> **ASSIGNMENT**:
Every entry below should be written out again exactly.

:: STUDY MATERIAL

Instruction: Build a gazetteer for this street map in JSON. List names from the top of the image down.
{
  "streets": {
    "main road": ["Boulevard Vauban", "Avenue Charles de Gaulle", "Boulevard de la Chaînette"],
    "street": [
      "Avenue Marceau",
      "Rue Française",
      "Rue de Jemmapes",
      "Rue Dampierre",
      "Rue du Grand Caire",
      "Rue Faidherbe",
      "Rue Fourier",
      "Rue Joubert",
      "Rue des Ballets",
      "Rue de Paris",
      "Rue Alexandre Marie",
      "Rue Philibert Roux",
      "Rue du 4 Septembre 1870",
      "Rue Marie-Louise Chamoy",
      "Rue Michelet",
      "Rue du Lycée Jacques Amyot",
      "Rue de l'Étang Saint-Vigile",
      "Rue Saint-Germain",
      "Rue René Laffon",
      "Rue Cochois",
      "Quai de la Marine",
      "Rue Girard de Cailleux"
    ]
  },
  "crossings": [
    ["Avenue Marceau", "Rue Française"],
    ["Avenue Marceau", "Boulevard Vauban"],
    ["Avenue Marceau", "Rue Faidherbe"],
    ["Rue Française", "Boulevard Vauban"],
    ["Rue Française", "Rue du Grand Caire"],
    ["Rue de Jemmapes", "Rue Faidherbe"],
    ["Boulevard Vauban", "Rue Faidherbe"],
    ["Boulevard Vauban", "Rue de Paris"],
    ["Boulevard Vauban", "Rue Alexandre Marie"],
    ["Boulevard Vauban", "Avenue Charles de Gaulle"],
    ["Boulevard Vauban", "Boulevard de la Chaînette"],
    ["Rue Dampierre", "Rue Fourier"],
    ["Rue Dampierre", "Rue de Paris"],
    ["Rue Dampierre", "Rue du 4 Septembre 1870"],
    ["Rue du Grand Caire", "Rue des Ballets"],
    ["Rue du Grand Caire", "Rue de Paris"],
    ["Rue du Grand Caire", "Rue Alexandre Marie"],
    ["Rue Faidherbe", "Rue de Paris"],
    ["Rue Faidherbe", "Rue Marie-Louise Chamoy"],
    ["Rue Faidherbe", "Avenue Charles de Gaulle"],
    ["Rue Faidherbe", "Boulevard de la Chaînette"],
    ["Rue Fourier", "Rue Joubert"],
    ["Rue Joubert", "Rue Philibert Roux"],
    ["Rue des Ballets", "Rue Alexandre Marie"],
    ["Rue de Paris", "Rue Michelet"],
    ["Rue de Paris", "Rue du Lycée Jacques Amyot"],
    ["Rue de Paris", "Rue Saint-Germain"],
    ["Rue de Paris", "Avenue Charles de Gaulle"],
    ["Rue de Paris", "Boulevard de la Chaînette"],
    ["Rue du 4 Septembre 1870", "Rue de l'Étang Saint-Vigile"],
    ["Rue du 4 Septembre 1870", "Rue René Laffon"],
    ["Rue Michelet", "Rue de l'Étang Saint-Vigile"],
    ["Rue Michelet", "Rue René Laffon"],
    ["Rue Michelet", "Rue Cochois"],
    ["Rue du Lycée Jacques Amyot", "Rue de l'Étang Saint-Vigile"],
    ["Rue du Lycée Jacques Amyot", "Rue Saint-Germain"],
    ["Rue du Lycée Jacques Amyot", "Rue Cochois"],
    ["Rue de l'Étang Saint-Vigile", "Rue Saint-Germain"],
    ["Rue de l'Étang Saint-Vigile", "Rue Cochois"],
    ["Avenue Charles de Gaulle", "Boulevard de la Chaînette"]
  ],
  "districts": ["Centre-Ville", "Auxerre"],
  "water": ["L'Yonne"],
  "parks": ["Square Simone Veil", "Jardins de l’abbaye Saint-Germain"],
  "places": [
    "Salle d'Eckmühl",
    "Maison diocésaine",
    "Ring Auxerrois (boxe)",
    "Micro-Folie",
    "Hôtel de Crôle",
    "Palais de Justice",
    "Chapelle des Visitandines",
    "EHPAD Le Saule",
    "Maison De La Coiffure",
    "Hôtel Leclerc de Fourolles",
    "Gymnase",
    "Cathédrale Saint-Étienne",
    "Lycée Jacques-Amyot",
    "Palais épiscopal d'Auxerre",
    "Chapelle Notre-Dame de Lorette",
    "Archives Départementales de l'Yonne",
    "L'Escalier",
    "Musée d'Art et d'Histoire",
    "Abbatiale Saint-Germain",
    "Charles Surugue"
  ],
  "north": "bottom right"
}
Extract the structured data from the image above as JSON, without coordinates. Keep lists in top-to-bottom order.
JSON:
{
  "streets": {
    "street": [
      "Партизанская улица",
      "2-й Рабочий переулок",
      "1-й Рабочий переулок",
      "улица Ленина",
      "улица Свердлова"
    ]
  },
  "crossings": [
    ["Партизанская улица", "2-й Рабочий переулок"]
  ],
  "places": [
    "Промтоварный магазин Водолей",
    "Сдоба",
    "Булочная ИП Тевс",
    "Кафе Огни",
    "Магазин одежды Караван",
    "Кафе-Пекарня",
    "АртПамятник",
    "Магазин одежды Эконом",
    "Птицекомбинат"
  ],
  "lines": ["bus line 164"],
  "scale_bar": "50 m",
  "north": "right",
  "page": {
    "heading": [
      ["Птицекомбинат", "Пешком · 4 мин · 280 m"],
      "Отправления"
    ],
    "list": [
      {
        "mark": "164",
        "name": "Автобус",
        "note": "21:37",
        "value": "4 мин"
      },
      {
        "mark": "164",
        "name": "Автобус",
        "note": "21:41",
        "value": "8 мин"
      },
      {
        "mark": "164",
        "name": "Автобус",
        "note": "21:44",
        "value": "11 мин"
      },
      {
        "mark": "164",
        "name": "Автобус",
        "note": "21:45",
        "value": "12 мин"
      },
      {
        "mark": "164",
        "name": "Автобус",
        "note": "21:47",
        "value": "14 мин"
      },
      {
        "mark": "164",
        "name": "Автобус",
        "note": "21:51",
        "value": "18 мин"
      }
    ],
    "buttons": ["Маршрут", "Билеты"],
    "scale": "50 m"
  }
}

::::

> **SOLUTION TO THE EXERCISE**:
Instruction: Build a gazetteer for this street map in JSON. List names from the top of the image down.
{
  "streets": {
    "main road": ["Boulevard Vauban", "Avenue Charles de Gaulle", "Boulevard de la Chaînette"],
    "street": [
      "Avenue Marceau",
      "Rue Française",
      "Rue de Jemmapes",
      "Rue Dampierre",
      "Rue du Grand Caire",
      "Rue Faidherbe",
      "Rue Fourier",
      "Rue Joubert",
      "Rue des Ballets",
      "Rue de Paris",
      "Rue Alexandre Marie",
      "Rue Philibert Roux",
      "Rue du 4 Septembre 1870",
      "Rue Marie-Louise Chamoy",
      "Rue Michelet",
      "Rue du Lycée Jacques Amyot",
      "Rue de l'Étang Saint-Vigile",
      "Rue Saint-Germain",
      "Rue René Laffon",
      "Rue Cochois",
      "Quai de la Marine",
      "Rue Girard de Cailleux"
    ]
  },
  "crossings": [
    ["Avenue Marceau", "Rue Française"],
    ["Avenue Marceau", "Boulevard Vauban"],
    ["Avenue Marceau", "Rue Faidherbe"],
    ["Rue Française", "Boulevard Vauban"],
    ["Rue Française", "Rue du Grand Caire"],
    ["Rue de Jemmapes", "Rue Faidherbe"],
    ["Boulevard Vauban", "Rue Faidherbe"],
    ["Boulevard Vauban", "Rue de Paris"],
    ["Boulevard Vauban", "Rue Alexandre Marie"],
    ["Boulevard Vauban", "Avenue Charles de Gaulle"],
    ["Boulevard Vauban", "Boulevard de la Chaînette"],
    ["Rue Dampierre", "Rue Fourier"],
    ["Rue Dampierre", "Rue de Paris"],
    ["Rue Dampierre", "Rue du 4 Septembre 1870"],
    ["Rue du Grand Caire", "Rue des Ballets"],
    ["Rue du Grand Caire", "Rue de Paris"],
    ["Rue du Grand Caire", "Rue Alexandre Marie"],
    ["Rue Faidherbe", "Rue de Paris"],
    ["Rue Faidherbe", "Rue Marie-Louise Chamoy"],
    ["Rue Faidherbe", "Avenue Charles de Gaulle"],
    ["Rue Faidherbe", "Boulevard de la Chaînette"],
    ["Rue Fourier", "Rue Joubert"],
    ["Rue Joubert", "Rue Philibert Roux"],
    ["Rue des Ballets", "Rue Alexandre Marie"],
    ["Rue de Paris", "Rue Michelet"],
    ["Rue de Paris", "Rue du Lycée Jacques Amyot"],
    ["Rue de Paris", "Rue Saint-Germain"],
    ["Rue de Paris", "Avenue Charles de Gaulle"],
    ["Rue de Paris", "Boulevard de la Chaînette"],
    ["Rue du 4 Septembre 1870", "Rue de l'Étang Saint-Vigile"],
    ["Rue du 4 Septembre 1870", "Rue René Laffon"],
    ["Rue Michelet", "Rue de l'Étang Saint-Vigile"],
    ["Rue Michelet", "Rue René Laffon"],
    ["Rue Michelet", "Rue Cochois"],
    ["Rue du Lycée Jacques Amyot", "Rue de l'Étang Saint-Vigile"],
    ["Rue du Lycée Jacques Amyot", "Rue Saint-Germain"],
    ["Rue du Lycée Jacques Amyot", "Rue Cochois"],
    ["Rue de l'Étang Saint-Vigile", "Rue Saint-Germain"],
    ["Rue de l'Étang Saint-Vigile", "Rue Cochois"],
    ["Avenue Charles de Gaulle", "Boulevard de la Chaînette"]
  ],
  "districts": ["Centre-Ville", "Auxerre"],
  "water": ["L'Yonne"],
  "parks": ["Square Simone Veil", "Jardins de l’abbaye Saint-Germain"],
  "places": [
    "Salle d'Eckmühl",
    "Maison diocésaine",
    "Ring Auxerrois (boxe)",
    "Micro-Folie",
    "Hôtel de Crôle",
    "Palais de Justice",
    "Chapelle des Visitandines",
    "EHPAD Le Saule",
    "Maison De La Coiffure",
    "Hôtel Leclerc de Fourolles",
    "Gymnase",
    "Cathédrale Saint-Étienne",
    "Lycée Jacques-Amyot",
    "Palais épiscopal d'Auxerre",
    "Chapelle Notre-Dame de Lorette",
    "Archives Départementales de l'Yonne",
    "L'Escalier",
    "Musée d'Art et d'Histoire",
    "Abbatiale Saint-Germain",
    "Charles Surugue"
  ],
  "north": "bottom right"
}
Extract the structured data from the image above as JSON, without coordinates. Keep lists in top-to-bottom order.
JSON:
{
  "streets": {
    "street": [
      "Партизанская улица",
      "2-й Рабочий переулок",
      "1-й Рабочий переулок",
      "улица Ленина",
      "улица Свердлова"
    ]
  },
  "crossings": [
    ["Партизанская улица", "2-й Рабочий переулок"]
  ],
  "places": [
    "Промтоварный магазин Водолей",
    "Сдоба",
    "Булочная ИП Тевс",
    "Кафе Огни",
    "Магазин одежды Караван",
    "Кафе-Пекарня",
    "АртПамятник",
    "Магазин одежды Эконом",
    "Птицекомбинат"
  ],
  "lines": ["bus line 164"],
  "scale_bar": "50 m",
  "north": "right",
  "page": {
    "heading": [
      ["Птицекомбинат", "Пешком · 4 мин · 280 m"],
      "Отправления"
    ],
    "list": [
      {
        "mark": "164",
        "name": "Автобус",
        "note": "21:37",
        "value": "4 мин"
      },
      {
        "mark": "164",
        "name": "Автобус",
        "note": "21:41",
        "value": "8 мин"
      },
      {
        "mark": "164",
        "name": "Автобус",
        "note": "21:44",
        "value": "11 мин"
      },
      {
        "mark": "164",
        "name": "Автобус",
        "note": "21:45",
        "value": "12 мин"
      },
      {
        "mark": "164",
        "name": "Автобус",
        "note": "21:47",
        "value": "14 мин"
      },
      {
        "mark": "164",
        "name": "Автобус",
        "note": "21:51",
        "value": "18 мин"
      }
    ],
    "buttons": ["Маршрут", "Билеты"],
    "scale": "50 m"
  }
}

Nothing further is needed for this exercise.